EXERCISE DESCRIPTION:
Print the listing exactly as it stands. Skip every picture.

WORKING DATA:
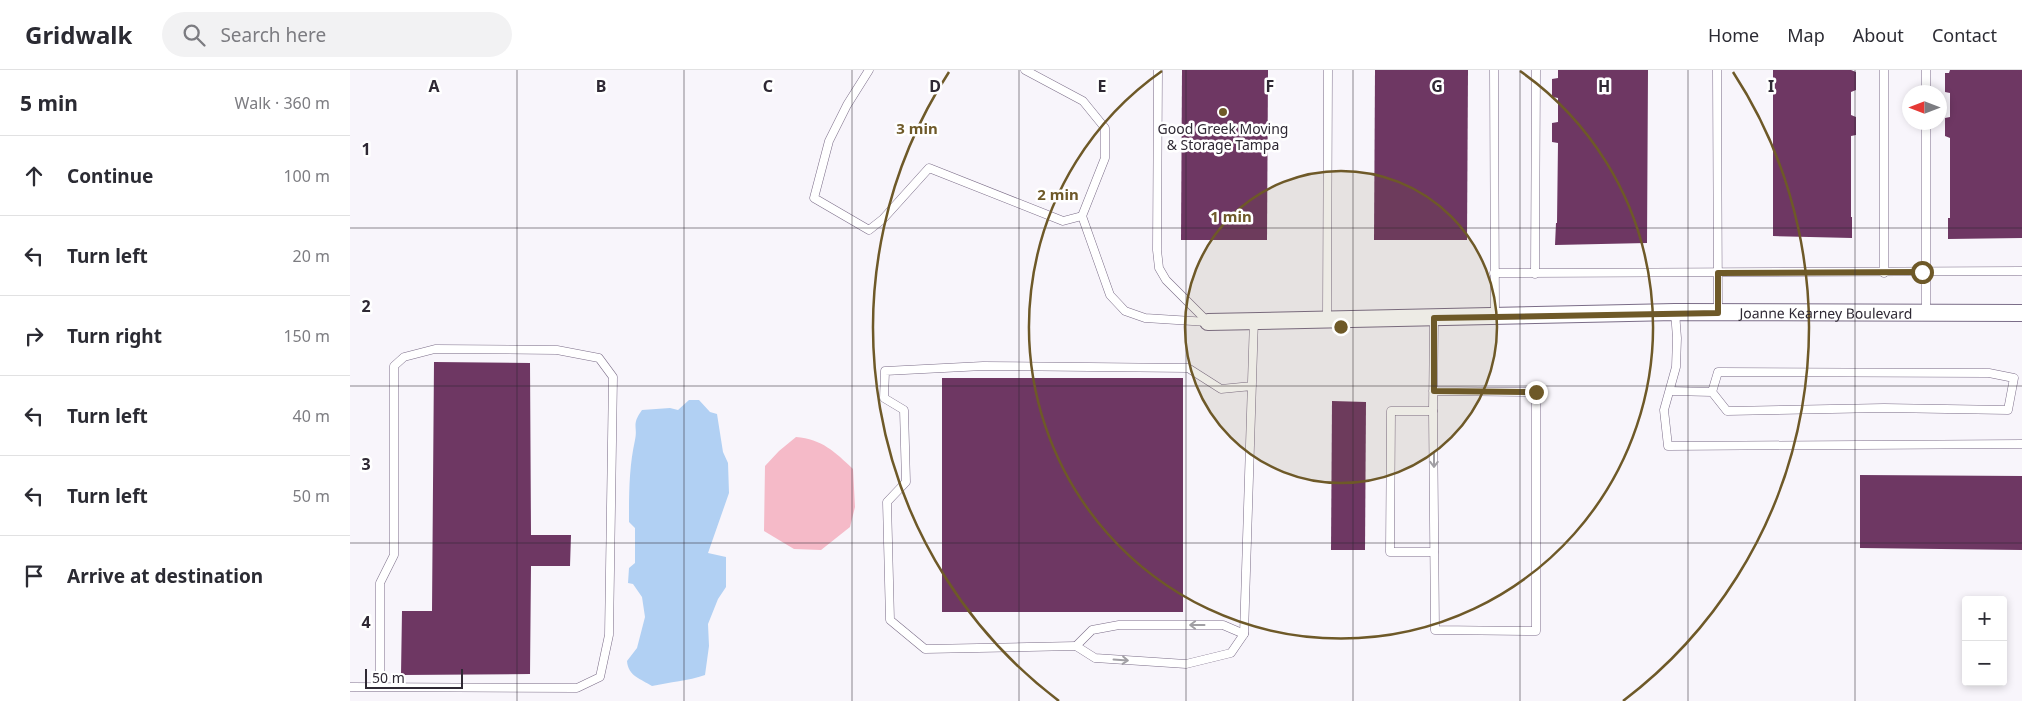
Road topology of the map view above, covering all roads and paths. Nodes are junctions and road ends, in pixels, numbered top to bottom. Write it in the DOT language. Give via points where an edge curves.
graph roads {
  1 [pos="869,70"];
  2 [pos="1025,70"];
  3 [pos="1158,70"];
  4 [pos="1328,70"];
  5 [pos="1494,70"];
  6 [pos="1536,70"];
  7 [pos="1717,70"];
  8 [pos="1884,70"];
  9 [pos="1926,70"];
  10 [pos="1926,85"];
  11 [pos="1926,130"];
  12 [pos="1082,216"];
  13 [pos="2022,271"];
  14 [pos="1884,272"];
  15 [pos="1926,272"];
  16 [pos="1718,273"];
  17 [pos="1494,274"];
  18 [pos="1535,274"];
  19 [pos="1676,312"];
  20 [pos="1718,313"];
  21 [pos="2022,313"];
  22 [pos="1926,314"];
  23 [pos="1495,316"];
  24 [pos="1327,318"];
  25 [pos="1434,318"];
  26 [pos="1254,319"];
  27 [pos="1208,322"];
  28 [pos="1252,386"];
  29 [pos="1434,391"];
  30 [pos="1670,391"];
  31 [pos="1712,392"];
  32 [pos="1434,411"];
  33 [pos="2022,444"];
  34 [pos="1434,552"];
  35 [pos="1244,634"];
  36 [pos="1076,646"];
  37 [pos="350,687"];
  38 [pos="380,687"];
  1 -- 12 [label="lane" via="829,141 814,198 869,230 929,168 1063,221"];
  2 -- 12 [label="lane" via="1083,101 1105,128 1104,158"];
  3 -- 27 [label="lane" via="1159,268 1166,280"];
  4 -- 24 [label="lane"];
  5 -- 17 [label="lane"];
  6 -- 18 [label="lane"];
  7 -- 16 [label="lane"];
  8 -- 14 [label="lane"];
  9 -- 10 [label="lane"];
  11 -- 15 [label="lane"];
  12 -- 27 [label="lane" via="1110,295 1126,311 1145,318"];
  13 -- 15 [label="lane"];
  14 -- 15 [label="lane"];
  14 -- 16 [label="lane"];
  15 -- 22 [label="lane"];
  16 -- 18 [label="lane"];
  16 -- 20 [label="lane"];
  17 -- 18 [label="lane"];
  17 -- 23 [label="lane"];
  19 -- 20 [label="street, Joanne Kearney Boulevard"];
  19 -- 23 [label="street, Joanne Kearney Boulevard"];
  19 -- 30 [label="lane" via="1676,367"];
  20 -- 22 [label="street, Joanne Kearney Boulevard"];
  21 -- 22 [label="street, Joanne Kearney Boulevard"];
  23 -- 25 [label="street, Joanne Kearney Boulevard"];
  24 -- 25 [label="street, Joanne Kearney Boulevard"];
  24 -- 26 [label="street, Joanne Kearney Boulevard"];
  25 -- 29 [label="lane"];
  26 -- 27 [label="street, Joanne Kearney Boulevard"];
  26 -- 28 [label="lane"];
  28 -- 35 [label="lane"];
  28 -- 36 [label="lane" via="1221,389 1188,368 983,366 885,371 884,398 904,410 906,473 906,482 887,502 890,620 925,649"];
  29 -- 32 [label="lane"];
  29 -- 34 [label="lane" via="1536,392 1536,631 1435,630"];
  30 -- 31 [label="lane"];
  30 -- 33 [label="lane" via="1664,410 1668,446"];
  31 -- 31 [label="lane" via="1727,411 2008,410 2014,378 1989,373 1718,372"];
  32 -- 34 [label="lane, one-way"];
  32 -- 34 [label="lane" via="1391,411 1390,552"];
  35 -- 36 [label="lane, one-way" via="1224,625 1119,626 1092,630"];
  36 -- 35 [label="lane, one-way" via="1095,658 1186,664 1232,653"];
  37 -- 38 [label="lane"];
  38 -- 38 [label="lane" via="380,583 394,555 394,366 404,357 435,349 557,350 599,358 613,377 609,635 600,677 577,688"];
}
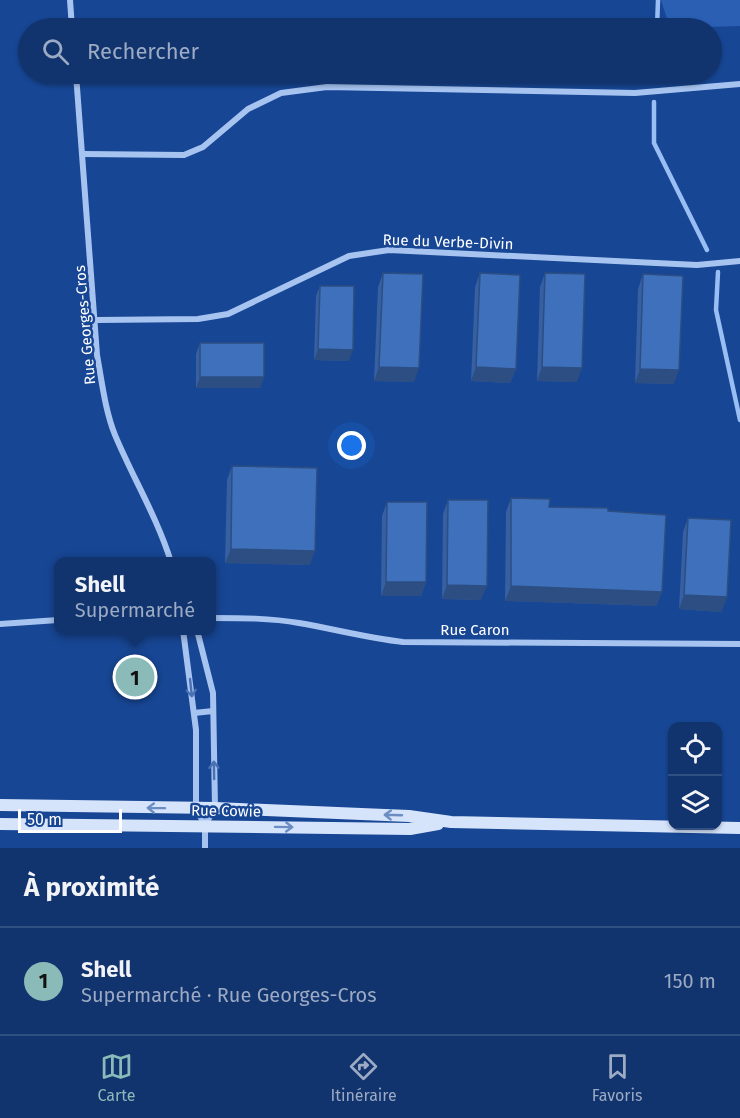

ANSWER SPACE:
Road topology of the map view above, covering all roads and paths. Nodes are junctions and road ends, in pixels, numbered top to bottom. Write it in the DOT language. Give via points where an edge curves.
graph roads {
  1 [pos="869,70"];
  2 [pos="1025,70"];
  3 [pos="1158,70"];
  4 [pos="1328,70"];
  5 [pos="1494,70"];
  6 [pos="1536,70"];
  7 [pos="1717,70"];
  8 [pos="1884,70"];
  9 [pos="1926,70"];
  10 [pos="1926,85"];
  11 [pos="1926,130"];
  12 [pos="1082,216"];
  13 [pos="2022,271"];
  14 [pos="1884,272"];
  15 [pos="1926,272"];
  16 [pos="1718,273"];
  17 [pos="1494,274"];
  18 [pos="1535,274"];
  19 [pos="1676,312"];
  20 [pos="1718,313"];
  21 [pos="2022,313"];
  22 [pos="1926,314"];
  23 [pos="1495,316"];
  24 [pos="1327,318"];
  25 [pos="1434,318"];
  26 [pos="1254,319"];
  27 [pos="1208,322"];
  28 [pos="1252,386"];
  29 [pos="1434,391"];
  30 [pos="1670,391"];
  31 [pos="1712,392"];
  32 [pos="1434,411"];
  33 [pos="2022,444"];
  34 [pos="1434,552"];
  35 [pos="1244,634"];
  36 [pos="1076,646"];
  37 [pos="350,687"];
  38 [pos="380,687"];
  1 -- 12 [label="lane" via="829,141 814,198 869,230 929,168 1063,221"];
  2 -- 12 [label="lane" via="1083,101 1105,128 1104,158"];
  3 -- 27 [label="lane" via="1159,268 1166,280"];
  4 -- 24 [label="lane"];
  5 -- 17 [label="lane"];
  6 -- 18 [label="lane"];
  7 -- 16 [label="lane"];
  8 -- 14 [label="lane"];
  9 -- 10 [label="lane"];
  11 -- 15 [label="lane"];
  12 -- 27 [label="lane" via="1110,295 1126,311 1145,318"];
  13 -- 15 [label="lane"];
  14 -- 15 [label="lane"];
  14 -- 16 [label="lane"];
  15 -- 22 [label="lane"];
  16 -- 18 [label="lane"];
  16 -- 20 [label="lane"];
  17 -- 18 [label="lane"];
  17 -- 23 [label="lane"];
  19 -- 20 [label="street, Joanne Kearney Boulevard"];
  19 -- 23 [label="street, Joanne Kearney Boulevard"];
  19 -- 30 [label="lane" via="1676,367"];
  20 -- 22 [label="street, Joanne Kearney Boulevard"];
  21 -- 22 [label="street, Joanne Kearney Boulevard"];
  23 -- 25 [label="street, Joanne Kearney Boulevard"];
  24 -- 25 [label="street, Joanne Kearney Boulevard"];
  24 -- 26 [label="street, Joanne Kearney Boulevard"];
  25 -- 29 [label="lane"];
  26 -- 27 [label="street, Joanne Kearney Boulevard"];
  26 -- 28 [label="lane"];
  28 -- 35 [label="lane"];
  28 -- 36 [label="lane" via="1221,389 1188,368 983,366 885,371 884,398 904,410 906,473 906,482 887,502 890,620 925,649"];
  29 -- 32 [label="lane"];
  29 -- 34 [label="lane" via="1536,392 1536,631 1435,630"];
  30 -- 31 [label="lane"];
  30 -- 33 [label="lane" via="1664,410 1668,446"];
  31 -- 31 [label="lane" via="1727,411 2008,410 2014,378 1989,373 1718,372"];
  32 -- 34 [label="lane, one-way"];
  32 -- 34 [label="lane" via="1391,411 1390,552"];
  35 -- 36 [label="lane, one-way" via="1224,625 1119,626 1092,630"];
  36 -- 35 [label="lane, one-way" via="1095,658 1186,664 1232,653"];
  37 -- 38 [label="lane"];
  38 -- 38 [label="lane" via="380,583 394,555 394,366 404,357 435,349 557,350 599,358 613,377 609,635 600,677 577,688"];
}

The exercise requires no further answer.